WORK REQUEST: The records underneath are to be printed in full and exactly, with no pictures carried over.

MATERIAL PROVIDED:
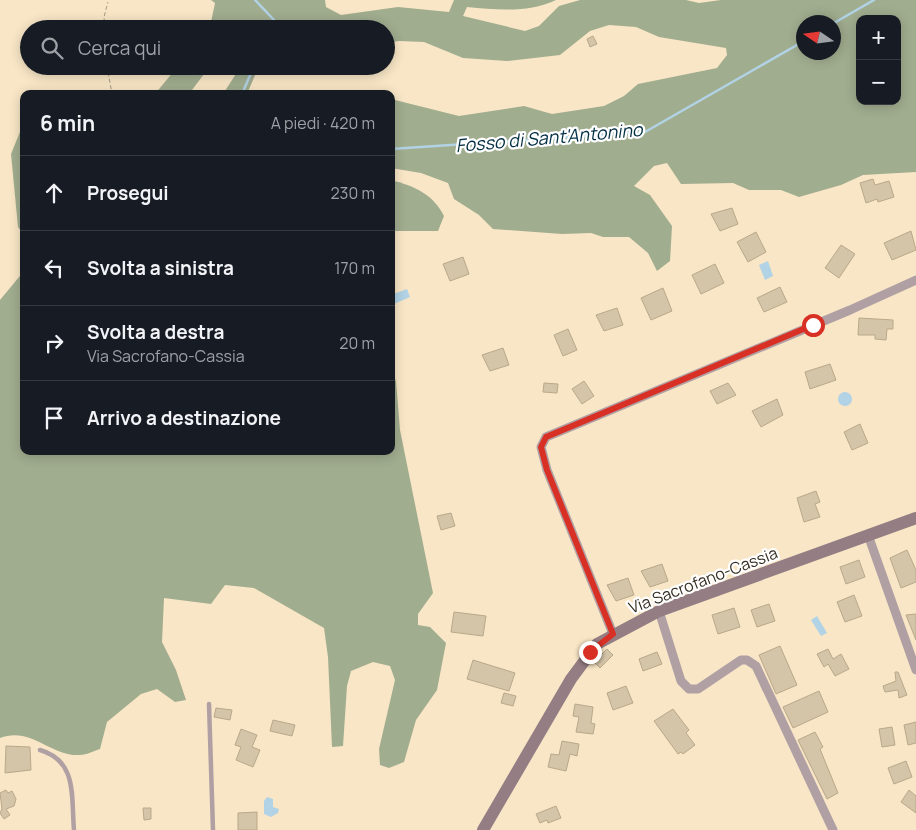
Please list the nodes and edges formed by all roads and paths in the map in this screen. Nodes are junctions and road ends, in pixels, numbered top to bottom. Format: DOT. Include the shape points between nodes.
graph roads {
  1 [pos="108,2"];
  2 [pos="104,20"];
  3 [pos="109,75"];
  4 [pos="111,90"];
  5 [pos="916,280"];
  6 [pos="916,518"];
  7 [pos="868,535"];
  8 [pos="659,611"];
  9 [pos="613,634"];
  10 [pos="916,670"];
  11 [pos="209,704"];
  12 [pos="40,750"];
  13 [pos="74,830"];
  14 [pos="213,830"];
  15 [pos="483,830"];
  16 [pos="833,830"];
  1 -- 2 [label="path"];
  3 -- 4 [label="path"];
  5 -- 9 [label="street" via="546,437 541,447 547,470"];
  6 -- 7 [label="street, Via Sacrofano-Cassia"];
  7 -- 8 [label="street, Via Sacrofano-Cassia"];
  7 -- 10 [label="street"];
  8 -- 9 [label="street, Via Sacrofano-Cassia"];
  8 -- 16 [label="street" via="681,681 689,689 698,689 741,660 756,666"];
  9 -- 15 [label="street, Via Sacrofano-Cassia" via="597,644 583,660"];
  11 -- 14 [label="lane"];
  12 -- 13 [label="lane" via="56,756 69,773"];
}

ANSWER SECTION:
Please list the nodes and edges formed by all roads and paths in the map in this screen. Nodes are junctions and road ends, in pixels, numbered top to bottom. Format: DOT. Include the shape points between nodes.
graph roads {
  1 [pos="108,2"];
  2 [pos="104,20"];
  3 [pos="109,75"];
  4 [pos="111,90"];
  5 [pos="916,280"];
  6 [pos="916,518"];
  7 [pos="868,535"];
  8 [pos="659,611"];
  9 [pos="613,634"];
  10 [pos="916,670"];
  11 [pos="209,704"];
  12 [pos="40,750"];
  13 [pos="74,830"];
  14 [pos="213,830"];
  15 [pos="483,830"];
  16 [pos="833,830"];
  1 -- 2 [label="path"];
  3 -- 4 [label="path"];
  5 -- 9 [label="street" via="546,437 541,447 547,470"];
  6 -- 7 [label="street, Via Sacrofano-Cassia"];
  7 -- 8 [label="street, Via Sacrofano-Cassia"];
  7 -- 10 [label="street"];
  8 -- 9 [label="street, Via Sacrofano-Cassia"];
  8 -- 16 [label="street" via="681,681 689,689 698,689 741,660 756,666"];
  9 -- 15 [label="street, Via Sacrofano-Cassia" via="597,644 583,660"];
  11 -- 14 [label="lane"];
  12 -- 13 [label="lane" via="56,756 69,773"];
}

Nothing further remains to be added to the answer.